散歩の百一話 辺境伯家でカレーを作る事に
折角という事で、僕とスーも食事を頂いた。
よく考えると教会と奴隷市場のゴタゴタで、僕達は昼食を食べていなかった。
「シュンお兄ちゃん、帰ったらカレー作るんだよね?」
そして食べ物の事は記憶バッチリのシロとアオが、朝立ち寄った商会での話を覚えていた。
「カレー? カレーってなあに?」
「香辛料を使ったスープらしいですよ。シュンさんの作った料理はとっても美味しいですよ」
「「「そうなんだ!」」」
「うお!」
シロのカレー発言にフランが質問してきて、スーが答える。
すると、フランだけでなく保護された子どもが美味しい物というキーワードに反応してきた。
「あら、また新しい料理を作るんですね。とても楽しみだわ」
そして、先代奥様までカレー発言に食いついてきた。
うん、これでカレーを作らない訳にはいかないぞ。
屋敷の厨房を借りる事になり、いざカレー作りを開始!
「先ずはクミンを炒めて、パチパチしたら刻んだ玉ねぎを入れて炒めます」
「「「ほうほう」」」
厨房の料理人が、僕の作る手順をメモしてくれます。
厨房の入り口には、子ども達が顔を覗かせています。
「ニンニクを入れて炒めて、トマトと豆を入れていきます。追加のスパイスを入れて、ヤギの乳で作ったヨーグルトとオーク肉のスライスを入れます。水を加えて煮込めば完了です!」
「「「おー!」」」
「オーク肉以外は全て商店街で手に入ります。鶏肉とか野菜を入れてもいいし、小麦粉を入れてとろみを付けても大丈夫です。唐辛子などで、辛さも調整出来ますよ」
簡単な方法だけど、これで完成です。
きっと本職の料理人の方が、もっと美味しく作れるだろう。
試食用に幾つかの小皿に取り分けた。
「美味そうな料理だな」
「食欲を誘う香りですね」
「刺激的な味ですわ」
「「「おいしいー!」」」
いつの間にか辺境伯様と先代様に加えて、初めて会う辺境伯様の奥様とその子ども達が集まっていた。
そして、僕が作った分はあっという間に無くなってしまった。
「ふむ、これは中々のものだ。お前達、夕食に出せるか?」
「「「任せてください」」」
「「「やったー」」」
先代様がニヤッと料理人に話しかけたが、そこはプロの料理人。
問題ないと返答していた。
そして、子ども達は美味しい料理が食べられるとあって大喜びだった。
「明日から花見祭りだな。

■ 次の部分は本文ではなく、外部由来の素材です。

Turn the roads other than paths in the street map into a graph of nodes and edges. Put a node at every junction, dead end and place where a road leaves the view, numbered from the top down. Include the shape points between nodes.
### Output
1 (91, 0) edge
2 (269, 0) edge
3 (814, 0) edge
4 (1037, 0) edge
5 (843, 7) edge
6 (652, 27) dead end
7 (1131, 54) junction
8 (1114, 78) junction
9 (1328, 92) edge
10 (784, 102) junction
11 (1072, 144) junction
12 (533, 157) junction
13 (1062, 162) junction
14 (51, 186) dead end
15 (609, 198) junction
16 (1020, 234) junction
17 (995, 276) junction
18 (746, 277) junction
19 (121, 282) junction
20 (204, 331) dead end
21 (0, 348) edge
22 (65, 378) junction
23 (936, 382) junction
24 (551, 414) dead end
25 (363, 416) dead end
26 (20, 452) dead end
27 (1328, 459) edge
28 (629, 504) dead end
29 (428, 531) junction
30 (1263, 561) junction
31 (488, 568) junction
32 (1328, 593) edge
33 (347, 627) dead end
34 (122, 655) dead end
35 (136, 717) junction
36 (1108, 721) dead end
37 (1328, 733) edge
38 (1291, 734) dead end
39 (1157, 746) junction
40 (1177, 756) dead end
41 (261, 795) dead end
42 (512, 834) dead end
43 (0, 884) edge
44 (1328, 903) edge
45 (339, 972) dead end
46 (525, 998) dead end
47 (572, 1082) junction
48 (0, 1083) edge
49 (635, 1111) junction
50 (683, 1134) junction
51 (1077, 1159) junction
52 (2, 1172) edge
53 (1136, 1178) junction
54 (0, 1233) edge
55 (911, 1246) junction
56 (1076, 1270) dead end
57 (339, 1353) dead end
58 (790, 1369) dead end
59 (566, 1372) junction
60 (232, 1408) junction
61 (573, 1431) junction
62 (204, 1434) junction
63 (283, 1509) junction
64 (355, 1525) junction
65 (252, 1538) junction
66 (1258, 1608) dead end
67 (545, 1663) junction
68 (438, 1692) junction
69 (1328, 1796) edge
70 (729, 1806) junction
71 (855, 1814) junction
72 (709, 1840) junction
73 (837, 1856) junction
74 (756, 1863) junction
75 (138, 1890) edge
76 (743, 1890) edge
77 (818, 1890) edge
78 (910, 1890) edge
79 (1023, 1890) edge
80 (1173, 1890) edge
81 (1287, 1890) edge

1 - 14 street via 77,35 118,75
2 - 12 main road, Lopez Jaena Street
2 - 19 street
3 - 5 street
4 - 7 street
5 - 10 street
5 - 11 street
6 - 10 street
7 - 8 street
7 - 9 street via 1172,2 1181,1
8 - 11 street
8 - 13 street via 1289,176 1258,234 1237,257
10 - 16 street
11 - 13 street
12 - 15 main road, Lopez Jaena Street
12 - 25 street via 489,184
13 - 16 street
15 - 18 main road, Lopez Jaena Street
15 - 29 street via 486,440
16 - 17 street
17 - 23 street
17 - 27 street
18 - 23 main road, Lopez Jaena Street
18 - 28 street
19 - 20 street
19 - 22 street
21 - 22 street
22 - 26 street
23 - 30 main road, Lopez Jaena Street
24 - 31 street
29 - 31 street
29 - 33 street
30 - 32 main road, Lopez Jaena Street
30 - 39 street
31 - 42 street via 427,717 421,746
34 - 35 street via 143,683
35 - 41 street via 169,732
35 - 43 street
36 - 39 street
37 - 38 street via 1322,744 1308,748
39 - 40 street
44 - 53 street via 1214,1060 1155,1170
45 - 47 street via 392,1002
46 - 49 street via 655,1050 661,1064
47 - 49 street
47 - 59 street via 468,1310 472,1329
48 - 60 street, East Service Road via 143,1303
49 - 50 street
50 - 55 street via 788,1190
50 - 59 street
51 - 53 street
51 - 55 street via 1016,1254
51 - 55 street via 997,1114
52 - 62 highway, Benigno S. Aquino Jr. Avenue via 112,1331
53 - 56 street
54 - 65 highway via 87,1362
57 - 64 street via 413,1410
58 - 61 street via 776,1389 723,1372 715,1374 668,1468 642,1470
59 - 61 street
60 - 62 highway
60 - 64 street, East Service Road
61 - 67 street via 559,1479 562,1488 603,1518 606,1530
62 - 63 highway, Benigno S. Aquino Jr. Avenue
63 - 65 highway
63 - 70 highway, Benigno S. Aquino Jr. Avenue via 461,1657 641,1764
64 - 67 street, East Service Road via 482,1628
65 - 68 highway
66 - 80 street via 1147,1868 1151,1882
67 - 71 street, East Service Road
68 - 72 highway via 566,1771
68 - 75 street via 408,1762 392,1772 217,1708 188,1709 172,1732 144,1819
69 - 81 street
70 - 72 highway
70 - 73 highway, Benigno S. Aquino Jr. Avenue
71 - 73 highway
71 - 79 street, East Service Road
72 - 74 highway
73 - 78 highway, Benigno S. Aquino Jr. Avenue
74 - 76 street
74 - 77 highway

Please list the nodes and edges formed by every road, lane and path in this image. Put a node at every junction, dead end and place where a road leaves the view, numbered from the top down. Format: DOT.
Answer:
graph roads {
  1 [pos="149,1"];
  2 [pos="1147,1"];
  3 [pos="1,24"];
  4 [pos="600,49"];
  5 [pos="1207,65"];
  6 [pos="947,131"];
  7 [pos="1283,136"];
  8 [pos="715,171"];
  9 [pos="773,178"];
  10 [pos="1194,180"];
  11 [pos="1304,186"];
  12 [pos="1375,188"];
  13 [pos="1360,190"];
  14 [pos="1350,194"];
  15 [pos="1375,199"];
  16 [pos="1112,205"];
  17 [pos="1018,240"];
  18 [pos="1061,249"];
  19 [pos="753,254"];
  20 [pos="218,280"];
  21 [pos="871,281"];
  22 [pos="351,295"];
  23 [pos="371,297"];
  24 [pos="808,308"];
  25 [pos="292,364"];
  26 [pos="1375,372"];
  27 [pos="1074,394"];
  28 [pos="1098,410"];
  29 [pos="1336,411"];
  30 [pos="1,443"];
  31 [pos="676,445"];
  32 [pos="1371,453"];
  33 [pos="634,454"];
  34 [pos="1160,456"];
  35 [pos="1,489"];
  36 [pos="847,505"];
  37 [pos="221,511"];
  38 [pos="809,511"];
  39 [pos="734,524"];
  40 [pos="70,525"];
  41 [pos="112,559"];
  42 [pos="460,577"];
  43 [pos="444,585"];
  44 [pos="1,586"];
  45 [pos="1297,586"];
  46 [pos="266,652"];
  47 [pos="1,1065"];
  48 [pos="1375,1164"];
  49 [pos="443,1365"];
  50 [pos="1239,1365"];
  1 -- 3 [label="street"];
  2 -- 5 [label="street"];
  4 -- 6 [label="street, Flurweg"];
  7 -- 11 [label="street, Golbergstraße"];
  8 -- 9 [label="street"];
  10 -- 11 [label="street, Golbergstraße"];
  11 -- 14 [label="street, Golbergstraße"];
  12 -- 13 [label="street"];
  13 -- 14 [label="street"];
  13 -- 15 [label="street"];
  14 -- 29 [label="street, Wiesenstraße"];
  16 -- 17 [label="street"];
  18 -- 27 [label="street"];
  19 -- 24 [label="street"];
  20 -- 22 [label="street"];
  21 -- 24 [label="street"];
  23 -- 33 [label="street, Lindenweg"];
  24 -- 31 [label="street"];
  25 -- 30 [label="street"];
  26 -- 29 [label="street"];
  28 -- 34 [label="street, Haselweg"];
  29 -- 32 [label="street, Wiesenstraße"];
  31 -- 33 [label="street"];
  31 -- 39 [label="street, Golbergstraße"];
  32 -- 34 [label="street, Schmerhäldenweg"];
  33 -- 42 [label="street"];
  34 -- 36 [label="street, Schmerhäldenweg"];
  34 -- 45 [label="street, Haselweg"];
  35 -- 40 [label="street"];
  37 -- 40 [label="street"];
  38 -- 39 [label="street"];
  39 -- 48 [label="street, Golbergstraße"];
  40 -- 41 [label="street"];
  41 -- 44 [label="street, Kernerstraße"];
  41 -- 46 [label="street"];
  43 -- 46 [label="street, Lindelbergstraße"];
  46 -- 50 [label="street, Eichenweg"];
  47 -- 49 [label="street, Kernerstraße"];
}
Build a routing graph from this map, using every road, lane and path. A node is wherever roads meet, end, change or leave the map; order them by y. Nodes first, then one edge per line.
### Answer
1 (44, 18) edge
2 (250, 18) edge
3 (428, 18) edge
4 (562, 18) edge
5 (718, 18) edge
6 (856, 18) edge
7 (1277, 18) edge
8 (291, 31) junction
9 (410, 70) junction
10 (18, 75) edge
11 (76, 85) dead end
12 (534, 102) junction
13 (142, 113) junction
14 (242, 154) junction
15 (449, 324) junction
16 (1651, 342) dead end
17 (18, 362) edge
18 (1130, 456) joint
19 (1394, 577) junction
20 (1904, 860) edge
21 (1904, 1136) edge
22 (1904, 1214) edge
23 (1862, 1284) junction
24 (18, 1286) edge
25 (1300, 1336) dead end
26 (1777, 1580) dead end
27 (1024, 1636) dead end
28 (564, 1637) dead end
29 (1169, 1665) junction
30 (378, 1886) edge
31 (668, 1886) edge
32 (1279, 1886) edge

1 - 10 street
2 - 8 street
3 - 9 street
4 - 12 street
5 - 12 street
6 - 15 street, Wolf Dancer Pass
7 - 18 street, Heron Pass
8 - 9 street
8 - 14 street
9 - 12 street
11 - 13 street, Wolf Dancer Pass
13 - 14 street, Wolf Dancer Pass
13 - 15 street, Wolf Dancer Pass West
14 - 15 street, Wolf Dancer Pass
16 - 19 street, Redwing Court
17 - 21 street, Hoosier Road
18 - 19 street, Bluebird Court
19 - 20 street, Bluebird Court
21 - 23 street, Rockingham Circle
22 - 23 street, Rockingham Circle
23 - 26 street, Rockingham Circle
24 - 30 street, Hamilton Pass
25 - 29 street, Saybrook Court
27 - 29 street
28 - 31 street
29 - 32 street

捜索はこちらに任せて、花見を楽しんでくれ」
「花見会場の運営とかがあるので、合間を見て楽しむ様にします」
見送りにきてくれた辺境伯様と話をした後、僕達は宿に戻る事に。
フランも、シロと一緒に手を繋いで宿に向かいます。
道中の服屋でフランの服と下着を購入し、宿に到着。
「おかえり、思ったより早かったな」
「ただいま戻りました。辺境伯様の屋敷では、話と料理を作っただけですので」
店主のクマ獣人が僕達を出迎えてくれた。
女性冒険者から話を聞いていたのか、早い帰りにびっくりしていた。
因みにフランは、リアルクマ獣人の店主を見ておおってびっくりしていた。
「にいちゃん早かったな。お、その子どもは一緒か」
「シロちゃんにくっついていたから、もしかしてって思ったのよ」
「というか、良い匂いがするな」
丁度女性冒険者が僕達の事を出迎えてくれたけど、どうも僕の服からする香辛料の匂いに気がついた様だ。
獣人でもないのに、凄い嗅覚だな。
「シュンお兄ちゃんが、カレーを作るんだよ」
「美味しいよ!」
「ほうほう、あんちゃんの新作か。それは興味あるな」
そしてシロとフランが、剣士の女性に俺が夕食にカレーを作ると言ってしまった。
既に花見会場で僕の料理を食べているので、剣士だけでなく他の冒険者や店主まで集まってきた。
これは、全員にカレーを作らないとダメっぽいぞ。
俺は宿の厨房を借りて、カレーを作り始めた。
「「おいしー!」」
「こりゃうめーな。食欲を誘う味だな」
「ちょっとピリリとするのがいいな」
「おりゃ、もっと辛くてもいいぞ」
僕は、午後はずっと料理をしていたな。
まあ、カレーはシロとフランだけでなく他の人にも好評だったから良しとしておこう。